◆ **Exercise prompt**
Please write out each entry exactly as it appears.
__________
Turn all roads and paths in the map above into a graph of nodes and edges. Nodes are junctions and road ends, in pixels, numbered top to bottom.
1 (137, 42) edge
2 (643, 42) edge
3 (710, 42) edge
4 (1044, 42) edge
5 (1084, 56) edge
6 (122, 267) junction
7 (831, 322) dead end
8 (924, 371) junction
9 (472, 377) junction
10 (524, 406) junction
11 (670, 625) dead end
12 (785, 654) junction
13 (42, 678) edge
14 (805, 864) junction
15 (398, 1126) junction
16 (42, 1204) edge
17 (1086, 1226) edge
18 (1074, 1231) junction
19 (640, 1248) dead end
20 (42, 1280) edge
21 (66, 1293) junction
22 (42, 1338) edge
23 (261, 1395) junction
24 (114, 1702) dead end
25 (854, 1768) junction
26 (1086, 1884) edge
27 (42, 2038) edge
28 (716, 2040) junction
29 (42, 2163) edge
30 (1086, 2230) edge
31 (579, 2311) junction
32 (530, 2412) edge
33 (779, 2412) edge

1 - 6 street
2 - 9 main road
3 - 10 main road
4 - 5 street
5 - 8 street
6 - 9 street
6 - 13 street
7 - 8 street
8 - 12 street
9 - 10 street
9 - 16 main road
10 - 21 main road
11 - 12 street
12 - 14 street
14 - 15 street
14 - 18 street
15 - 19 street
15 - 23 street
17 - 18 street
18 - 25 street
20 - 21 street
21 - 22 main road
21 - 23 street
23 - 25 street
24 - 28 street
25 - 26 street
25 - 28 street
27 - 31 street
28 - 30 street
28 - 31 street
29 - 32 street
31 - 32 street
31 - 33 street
__________
◆ **Your response**
Turn all roads and paths in the map above into a graph of nodes and edges. Nodes are junctions and road ends, in pixels, numbered top to bottom.
1 (137, 42) edge
2 (643, 42) edge
3 (710, 42) edge
4 (1044, 42) edge
5 (1084, 56) edge
6 (122, 267) junction
7 (831, 322) dead end
8 (924, 371) junction
9 (472, 377) junction
10 (524, 406) junction
11 (670, 625) dead end
12 (785, 654) junction
13 (42, 678) edge
14 (805, 864) junction
15 (398, 1126) junction
16 (42, 1204) edge
17 (1086, 1226) edge
18 (1074, 1231) junction
19 (640, 1248) dead end
20 (42, 1280) edge
21 (66, 1293) junction
22 (42, 1338) edge
23 (261, 1395) junction
24 (114, 1702) dead end
25 (854, 1768) junction
26 (1086, 1884) edge
27 (42, 2038) edge
28 (716, 2040) junction
29 (42, 2163) edge
30 (1086, 2230) edge
31 (579, 2311) junction
32 (530, 2412) edge
33 (779, 2412) edge

1 - 6 street
2 - 9 main road
3 - 10 main road
4 - 5 street
5 - 8 street
6 - 9 street
6 - 13 street
7 - 8 street
8 - 12 street
9 - 10 street
9 - 16 main road
10 - 21 main road
11 - 12 street
12 - 14 street
14 - 15 street
14 - 18 street
15 - 19 street
15 - 23 street
17 - 18 street
18 - 25 street
20 - 21 street
21 - 22 main road
21 - 23 street
23 - 25 street
24 - 28 street
25 - 26 street
25 - 28 street
27 - 31 street
28 - 30 street
28 - 31 street
29 - 32 street
31 - 32 street
31 - 33 street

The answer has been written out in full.